## Data for analysis
▼

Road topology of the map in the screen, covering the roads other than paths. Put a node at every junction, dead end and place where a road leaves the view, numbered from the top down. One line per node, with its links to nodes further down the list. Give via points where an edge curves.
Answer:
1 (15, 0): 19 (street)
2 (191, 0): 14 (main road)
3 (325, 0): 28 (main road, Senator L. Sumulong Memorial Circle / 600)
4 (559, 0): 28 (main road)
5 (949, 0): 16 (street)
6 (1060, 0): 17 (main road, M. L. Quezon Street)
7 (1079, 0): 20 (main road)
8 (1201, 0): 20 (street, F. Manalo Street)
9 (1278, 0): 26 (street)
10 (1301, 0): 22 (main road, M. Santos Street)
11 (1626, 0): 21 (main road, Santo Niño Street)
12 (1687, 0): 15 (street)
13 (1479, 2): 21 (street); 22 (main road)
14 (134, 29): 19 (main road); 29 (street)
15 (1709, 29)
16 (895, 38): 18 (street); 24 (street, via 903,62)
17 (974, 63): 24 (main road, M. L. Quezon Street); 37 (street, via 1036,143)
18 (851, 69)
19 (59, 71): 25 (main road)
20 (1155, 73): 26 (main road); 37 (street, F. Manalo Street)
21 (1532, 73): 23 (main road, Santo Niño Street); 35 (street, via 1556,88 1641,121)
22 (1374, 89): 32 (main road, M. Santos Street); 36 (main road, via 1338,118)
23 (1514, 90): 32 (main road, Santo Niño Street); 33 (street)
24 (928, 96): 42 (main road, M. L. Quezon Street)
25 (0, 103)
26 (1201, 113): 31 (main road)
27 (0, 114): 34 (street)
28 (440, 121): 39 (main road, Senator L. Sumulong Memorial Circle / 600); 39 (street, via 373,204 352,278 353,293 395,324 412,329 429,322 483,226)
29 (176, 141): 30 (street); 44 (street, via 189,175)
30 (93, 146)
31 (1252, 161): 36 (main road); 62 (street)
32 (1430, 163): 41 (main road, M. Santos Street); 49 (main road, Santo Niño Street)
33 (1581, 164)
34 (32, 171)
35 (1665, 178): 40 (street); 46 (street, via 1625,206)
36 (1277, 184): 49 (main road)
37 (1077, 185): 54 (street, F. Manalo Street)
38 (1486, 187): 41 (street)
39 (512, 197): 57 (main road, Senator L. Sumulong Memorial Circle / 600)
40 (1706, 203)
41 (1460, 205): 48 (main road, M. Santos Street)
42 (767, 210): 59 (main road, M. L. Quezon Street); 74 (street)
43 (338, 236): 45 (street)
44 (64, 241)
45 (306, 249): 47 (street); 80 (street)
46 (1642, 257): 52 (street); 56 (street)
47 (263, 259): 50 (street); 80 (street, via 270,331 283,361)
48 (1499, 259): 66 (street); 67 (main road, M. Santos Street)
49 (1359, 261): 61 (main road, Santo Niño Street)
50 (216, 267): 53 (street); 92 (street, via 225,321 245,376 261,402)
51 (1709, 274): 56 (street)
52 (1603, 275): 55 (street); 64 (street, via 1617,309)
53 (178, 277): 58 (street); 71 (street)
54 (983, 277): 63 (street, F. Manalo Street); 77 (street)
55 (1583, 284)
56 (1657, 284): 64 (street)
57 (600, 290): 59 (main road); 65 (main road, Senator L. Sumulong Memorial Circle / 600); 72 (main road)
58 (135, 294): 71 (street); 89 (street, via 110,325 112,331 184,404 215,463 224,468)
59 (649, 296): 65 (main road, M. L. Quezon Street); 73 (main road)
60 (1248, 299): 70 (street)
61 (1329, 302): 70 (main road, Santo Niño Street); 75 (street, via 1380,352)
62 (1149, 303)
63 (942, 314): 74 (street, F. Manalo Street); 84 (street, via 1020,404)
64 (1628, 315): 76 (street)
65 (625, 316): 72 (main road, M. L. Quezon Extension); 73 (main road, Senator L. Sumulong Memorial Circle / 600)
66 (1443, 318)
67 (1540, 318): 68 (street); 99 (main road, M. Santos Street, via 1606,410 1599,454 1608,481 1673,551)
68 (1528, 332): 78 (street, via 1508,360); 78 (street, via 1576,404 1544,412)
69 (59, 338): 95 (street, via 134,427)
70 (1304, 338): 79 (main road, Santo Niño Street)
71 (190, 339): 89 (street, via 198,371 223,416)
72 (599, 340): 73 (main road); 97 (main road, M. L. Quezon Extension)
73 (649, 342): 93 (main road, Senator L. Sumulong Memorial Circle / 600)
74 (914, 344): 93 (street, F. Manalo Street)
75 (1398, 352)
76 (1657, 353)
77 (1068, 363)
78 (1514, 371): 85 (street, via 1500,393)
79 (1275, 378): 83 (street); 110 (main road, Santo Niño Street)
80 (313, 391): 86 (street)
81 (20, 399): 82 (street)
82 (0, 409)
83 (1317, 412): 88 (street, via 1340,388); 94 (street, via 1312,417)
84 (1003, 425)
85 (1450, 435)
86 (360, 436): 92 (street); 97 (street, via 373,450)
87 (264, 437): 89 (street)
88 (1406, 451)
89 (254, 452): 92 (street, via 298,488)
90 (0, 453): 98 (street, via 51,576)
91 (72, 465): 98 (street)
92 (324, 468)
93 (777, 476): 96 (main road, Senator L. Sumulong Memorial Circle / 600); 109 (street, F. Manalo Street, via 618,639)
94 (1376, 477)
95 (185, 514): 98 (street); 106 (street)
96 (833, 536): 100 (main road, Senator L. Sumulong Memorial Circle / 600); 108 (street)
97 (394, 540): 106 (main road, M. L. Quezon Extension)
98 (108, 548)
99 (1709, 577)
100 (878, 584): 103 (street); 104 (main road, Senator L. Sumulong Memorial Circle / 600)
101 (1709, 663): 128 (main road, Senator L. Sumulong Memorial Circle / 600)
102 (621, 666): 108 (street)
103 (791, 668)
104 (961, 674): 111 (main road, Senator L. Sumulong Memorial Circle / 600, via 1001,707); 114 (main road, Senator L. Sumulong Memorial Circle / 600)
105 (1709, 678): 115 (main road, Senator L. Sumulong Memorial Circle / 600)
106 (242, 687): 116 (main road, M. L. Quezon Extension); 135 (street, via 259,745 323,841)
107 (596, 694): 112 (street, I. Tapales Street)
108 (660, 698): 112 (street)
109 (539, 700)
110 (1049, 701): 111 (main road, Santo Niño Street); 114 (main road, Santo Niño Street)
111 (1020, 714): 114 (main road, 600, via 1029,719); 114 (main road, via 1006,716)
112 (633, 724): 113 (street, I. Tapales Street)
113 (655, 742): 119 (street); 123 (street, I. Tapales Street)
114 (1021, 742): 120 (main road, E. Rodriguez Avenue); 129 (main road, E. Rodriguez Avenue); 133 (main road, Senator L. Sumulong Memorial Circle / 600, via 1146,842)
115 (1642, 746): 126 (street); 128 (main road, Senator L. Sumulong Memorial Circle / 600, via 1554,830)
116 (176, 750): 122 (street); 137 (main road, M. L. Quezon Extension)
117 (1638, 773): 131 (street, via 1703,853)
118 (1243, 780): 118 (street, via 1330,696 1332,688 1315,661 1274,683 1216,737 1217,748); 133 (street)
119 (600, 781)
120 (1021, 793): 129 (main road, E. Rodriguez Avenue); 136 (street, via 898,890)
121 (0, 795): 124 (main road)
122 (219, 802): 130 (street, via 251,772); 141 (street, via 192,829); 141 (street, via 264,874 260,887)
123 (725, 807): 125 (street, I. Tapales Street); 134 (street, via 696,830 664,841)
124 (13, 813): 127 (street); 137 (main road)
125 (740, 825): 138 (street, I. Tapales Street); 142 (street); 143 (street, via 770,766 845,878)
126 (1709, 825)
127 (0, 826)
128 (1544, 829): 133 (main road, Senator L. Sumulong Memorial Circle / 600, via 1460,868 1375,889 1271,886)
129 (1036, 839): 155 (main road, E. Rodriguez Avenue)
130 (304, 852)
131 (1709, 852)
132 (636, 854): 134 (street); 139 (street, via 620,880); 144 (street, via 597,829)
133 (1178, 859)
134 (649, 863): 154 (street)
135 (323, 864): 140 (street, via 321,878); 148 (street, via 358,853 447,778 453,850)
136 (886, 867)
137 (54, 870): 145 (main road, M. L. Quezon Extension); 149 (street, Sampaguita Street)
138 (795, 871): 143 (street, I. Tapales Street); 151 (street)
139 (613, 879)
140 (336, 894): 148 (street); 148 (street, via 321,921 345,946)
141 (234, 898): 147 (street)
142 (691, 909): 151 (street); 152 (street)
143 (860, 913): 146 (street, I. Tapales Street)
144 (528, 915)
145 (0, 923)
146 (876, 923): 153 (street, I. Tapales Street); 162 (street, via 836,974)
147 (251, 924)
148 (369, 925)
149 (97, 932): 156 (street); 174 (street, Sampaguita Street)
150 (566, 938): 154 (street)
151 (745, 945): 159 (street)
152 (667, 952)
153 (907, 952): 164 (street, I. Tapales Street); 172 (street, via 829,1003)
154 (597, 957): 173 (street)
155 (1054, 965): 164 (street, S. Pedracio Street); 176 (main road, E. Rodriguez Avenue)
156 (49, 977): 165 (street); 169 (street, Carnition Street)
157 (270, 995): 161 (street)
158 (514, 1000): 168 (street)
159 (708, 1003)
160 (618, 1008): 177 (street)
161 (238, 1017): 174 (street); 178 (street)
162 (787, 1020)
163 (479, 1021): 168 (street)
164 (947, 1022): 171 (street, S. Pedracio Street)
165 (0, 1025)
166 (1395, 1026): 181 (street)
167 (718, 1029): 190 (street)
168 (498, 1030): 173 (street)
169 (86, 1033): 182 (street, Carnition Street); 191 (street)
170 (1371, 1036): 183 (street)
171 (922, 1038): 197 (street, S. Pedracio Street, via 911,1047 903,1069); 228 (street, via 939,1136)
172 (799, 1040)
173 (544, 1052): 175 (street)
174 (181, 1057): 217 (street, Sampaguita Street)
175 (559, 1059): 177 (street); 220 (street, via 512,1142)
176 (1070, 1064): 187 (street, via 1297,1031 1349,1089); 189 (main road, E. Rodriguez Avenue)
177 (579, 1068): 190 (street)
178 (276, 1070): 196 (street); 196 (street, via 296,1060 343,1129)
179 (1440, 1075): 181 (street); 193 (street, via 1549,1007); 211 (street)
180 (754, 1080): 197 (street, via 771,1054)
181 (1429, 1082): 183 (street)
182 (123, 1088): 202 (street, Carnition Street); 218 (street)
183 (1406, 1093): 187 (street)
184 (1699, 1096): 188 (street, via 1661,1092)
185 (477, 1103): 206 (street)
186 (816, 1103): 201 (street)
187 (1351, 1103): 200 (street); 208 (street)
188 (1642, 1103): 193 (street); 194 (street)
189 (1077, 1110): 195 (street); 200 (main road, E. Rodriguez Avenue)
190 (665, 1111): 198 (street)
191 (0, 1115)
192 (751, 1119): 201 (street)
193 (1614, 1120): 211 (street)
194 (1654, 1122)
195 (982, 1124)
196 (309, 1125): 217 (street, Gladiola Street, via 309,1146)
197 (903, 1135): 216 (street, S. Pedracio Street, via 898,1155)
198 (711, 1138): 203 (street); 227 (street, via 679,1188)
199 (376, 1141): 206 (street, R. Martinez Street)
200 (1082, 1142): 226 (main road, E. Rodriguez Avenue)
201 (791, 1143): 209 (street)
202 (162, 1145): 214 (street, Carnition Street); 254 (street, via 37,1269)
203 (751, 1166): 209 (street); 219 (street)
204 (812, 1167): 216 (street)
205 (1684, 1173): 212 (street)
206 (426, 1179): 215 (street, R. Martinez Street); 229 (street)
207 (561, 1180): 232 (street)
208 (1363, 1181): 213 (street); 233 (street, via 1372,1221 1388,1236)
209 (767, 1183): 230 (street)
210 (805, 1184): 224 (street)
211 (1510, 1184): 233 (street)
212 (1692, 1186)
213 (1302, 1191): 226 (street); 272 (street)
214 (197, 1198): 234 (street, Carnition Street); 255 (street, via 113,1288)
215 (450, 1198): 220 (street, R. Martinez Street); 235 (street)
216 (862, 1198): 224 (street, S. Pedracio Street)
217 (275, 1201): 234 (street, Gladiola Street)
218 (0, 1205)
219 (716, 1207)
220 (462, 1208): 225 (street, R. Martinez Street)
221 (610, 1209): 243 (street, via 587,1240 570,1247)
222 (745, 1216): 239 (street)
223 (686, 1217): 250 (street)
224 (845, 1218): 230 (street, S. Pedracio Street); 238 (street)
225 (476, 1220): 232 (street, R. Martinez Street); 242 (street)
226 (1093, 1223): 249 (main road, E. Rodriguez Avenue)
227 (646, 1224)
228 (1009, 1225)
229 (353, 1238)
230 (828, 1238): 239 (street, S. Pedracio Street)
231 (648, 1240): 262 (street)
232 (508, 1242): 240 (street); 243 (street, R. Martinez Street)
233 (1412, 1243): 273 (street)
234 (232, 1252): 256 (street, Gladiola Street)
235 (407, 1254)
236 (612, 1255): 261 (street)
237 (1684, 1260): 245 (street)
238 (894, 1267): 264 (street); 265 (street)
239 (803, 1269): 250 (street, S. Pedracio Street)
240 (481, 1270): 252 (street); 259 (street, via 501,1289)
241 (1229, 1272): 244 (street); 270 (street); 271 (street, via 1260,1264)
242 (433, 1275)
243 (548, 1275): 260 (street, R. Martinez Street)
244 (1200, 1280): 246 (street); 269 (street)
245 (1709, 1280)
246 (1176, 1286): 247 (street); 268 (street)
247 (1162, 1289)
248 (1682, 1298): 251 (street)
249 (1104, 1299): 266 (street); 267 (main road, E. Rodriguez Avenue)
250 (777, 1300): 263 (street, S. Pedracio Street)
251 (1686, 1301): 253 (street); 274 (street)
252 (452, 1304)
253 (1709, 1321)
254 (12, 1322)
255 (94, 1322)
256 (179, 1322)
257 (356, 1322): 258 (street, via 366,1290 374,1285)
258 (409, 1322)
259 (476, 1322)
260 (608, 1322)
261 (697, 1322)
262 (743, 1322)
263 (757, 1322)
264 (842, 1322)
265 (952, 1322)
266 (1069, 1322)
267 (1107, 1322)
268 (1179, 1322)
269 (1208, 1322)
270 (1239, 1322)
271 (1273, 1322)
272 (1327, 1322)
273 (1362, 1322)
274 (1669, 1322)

▲

## Try it
Find each line above that contains "Sampaguita", and copy those lines.

## Output for this exercise
137 (54, 870): 145 (main road, M. L. Quezon Extension); 149 (street, Sampaguita Street)
149 (97, 932): 156 (street); 174 (street, Sampaguita Street)
174 (181, 1057): 217 (street, Sampaguita Street)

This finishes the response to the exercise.